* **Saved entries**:
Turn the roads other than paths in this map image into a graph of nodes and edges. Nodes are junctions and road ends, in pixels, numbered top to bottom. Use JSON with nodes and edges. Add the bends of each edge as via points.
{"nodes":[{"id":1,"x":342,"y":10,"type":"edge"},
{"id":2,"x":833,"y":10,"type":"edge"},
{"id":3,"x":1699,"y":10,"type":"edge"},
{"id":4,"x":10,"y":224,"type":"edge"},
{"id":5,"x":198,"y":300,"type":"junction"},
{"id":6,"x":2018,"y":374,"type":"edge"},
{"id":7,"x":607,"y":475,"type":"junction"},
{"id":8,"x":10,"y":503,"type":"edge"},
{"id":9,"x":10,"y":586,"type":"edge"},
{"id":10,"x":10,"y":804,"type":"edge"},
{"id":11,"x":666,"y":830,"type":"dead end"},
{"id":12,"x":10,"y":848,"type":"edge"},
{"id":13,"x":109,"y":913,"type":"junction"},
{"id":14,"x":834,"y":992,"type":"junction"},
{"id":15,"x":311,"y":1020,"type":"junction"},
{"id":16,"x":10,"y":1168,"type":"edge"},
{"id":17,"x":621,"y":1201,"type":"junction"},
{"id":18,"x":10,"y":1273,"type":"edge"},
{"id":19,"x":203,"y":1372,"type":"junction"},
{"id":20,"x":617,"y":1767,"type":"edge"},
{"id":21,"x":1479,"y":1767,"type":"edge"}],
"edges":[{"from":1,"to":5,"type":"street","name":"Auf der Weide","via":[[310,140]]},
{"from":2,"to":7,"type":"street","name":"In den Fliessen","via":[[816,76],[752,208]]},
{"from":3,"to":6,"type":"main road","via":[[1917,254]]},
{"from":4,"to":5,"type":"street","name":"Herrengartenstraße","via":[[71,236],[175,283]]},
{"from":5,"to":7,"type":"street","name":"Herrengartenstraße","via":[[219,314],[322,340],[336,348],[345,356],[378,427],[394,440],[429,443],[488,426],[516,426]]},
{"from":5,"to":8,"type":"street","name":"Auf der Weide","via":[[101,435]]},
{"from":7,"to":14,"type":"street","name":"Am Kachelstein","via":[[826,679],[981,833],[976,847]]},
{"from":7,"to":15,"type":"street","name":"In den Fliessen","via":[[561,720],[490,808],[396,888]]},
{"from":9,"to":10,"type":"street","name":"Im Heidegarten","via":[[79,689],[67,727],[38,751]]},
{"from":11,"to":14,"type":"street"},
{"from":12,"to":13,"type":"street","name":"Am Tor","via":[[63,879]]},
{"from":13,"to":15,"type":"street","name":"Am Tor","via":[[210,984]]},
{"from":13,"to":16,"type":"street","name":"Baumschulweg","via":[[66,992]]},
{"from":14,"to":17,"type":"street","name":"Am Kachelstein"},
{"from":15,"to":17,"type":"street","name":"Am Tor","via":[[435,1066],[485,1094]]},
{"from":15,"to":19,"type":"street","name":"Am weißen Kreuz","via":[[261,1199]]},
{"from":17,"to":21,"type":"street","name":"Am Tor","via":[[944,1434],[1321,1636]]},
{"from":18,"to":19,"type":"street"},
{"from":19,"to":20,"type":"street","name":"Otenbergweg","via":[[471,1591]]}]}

* **Work required**:
Exactly as given, repeat every record above.

* **Solution to this problem**:
Turn the roads other than paths in this map image into a graph of nodes and edges. Nodes are junctions and road ends, in pixels, numbered top to bottom. Use JSON with nodes and edges. Add the bends of each edge as via points.
{"nodes":[{"id":1,"x":342,"y":10,"type":"edge"},
{"id":2,"x":833,"y":10,"type":"edge"},
{"id":3,"x":1699,"y":10,"type":"edge"},
{"id":4,"x":10,"y":224,"type":"edge"},
{"id":5,"x":198,"y":300,"type":"junction"},
{"id":6,"x":2018,"y":374,"type":"edge"},
{"id":7,"x":607,"y":475,"type":"junction"},
{"id":8,"x":10,"y":503,"type":"edge"},
{"id":9,"x":10,"y":586,"type":"edge"},
{"id":10,"x":10,"y":804,"type":"edge"},
{"id":11,"x":666,"y":830,"type":"dead end"},
{"id":12,"x":10,"y":848,"type":"edge"},
{"id":13,"x":109,"y":913,"type":"junction"},
{"id":14,"x":834,"y":992,"type":"junction"},
{"id":15,"x":311,"y":1020,"type":"junction"},
{"id":16,"x":10,"y":1168,"type":"edge"},
{"id":17,"x":621,"y":1201,"type":"junction"},
{"id":18,"x":10,"y":1273,"type":"edge"},
{"id":19,"x":203,"y":1372,"type":"junction"},
{"id":20,"x":617,"y":1767,"type":"edge"},
{"id":21,"x":1479,"y":1767,"type":"edge"}],
"edges":[{"from":1,"to":5,"type":"street","name":"Auf der Weide","via":[[310,140]]},
{"from":2,"to":7,"type":"street","name":"In den Fliessen","via":[[816,76],[752,208]]},
{"from":3,"to":6,"type":"main road","via":[[1917,254]]},
{"from":4,"to":5,"type":"street","name":"Herrengartenstraße","via":[[71,236],[175,283]]},
{"from":5,"to":7,"type":"street","name":"Herrengartenstraße","via":[[219,314],[322,340],[336,348],[345,356],[378,427],[394,440],[429,443],[488,426],[516,426]]},
{"from":5,"to":8,"type":"street","name":"Auf der Weide","via":[[101,435]]},
{"from":7,"to":14,"type":"street","name":"Am Kachelstein","via":[[826,679],[981,833],[976,847]]},
{"from":7,"to":15,"type":"street","name":"In den Fliessen","via":[[561,720],[490,808],[396,888]]},
{"from":9,"to":10,"type":"street","name":"Im Heidegarten","via":[[79,689],[67,727],[38,751]]},
{"from":11,"to":14,"type":"street"},
{"from":12,"to":13,"type":"street","name":"Am Tor","via":[[63,879]]},
{"from":13,"to":15,"type":"street","name":"Am Tor","via":[[210,984]]},
{"from":13,"to":16,"type":"street","name":"Baumschulweg","via":[[66,992]]},
{"from":14,"to":17,"type":"street","name":"Am Kachelstein"},
{"from":15,"to":17,"type":"street","name":"Am Tor","via":[[435,1066],[485,1094]]},
{"from":15,"to":19,"type":"street","name":"Am weißen Kreuz","via":[[261,1199]]},
{"from":17,"to":21,"type":"street","name":"Am Tor","via":[[944,1434],[1321,1636]]},
{"from":18,"to":19,"type":"street"},
{"from":19,"to":20,"type":"street","name":"Otenbergweg","via":[[471,1591]]}]}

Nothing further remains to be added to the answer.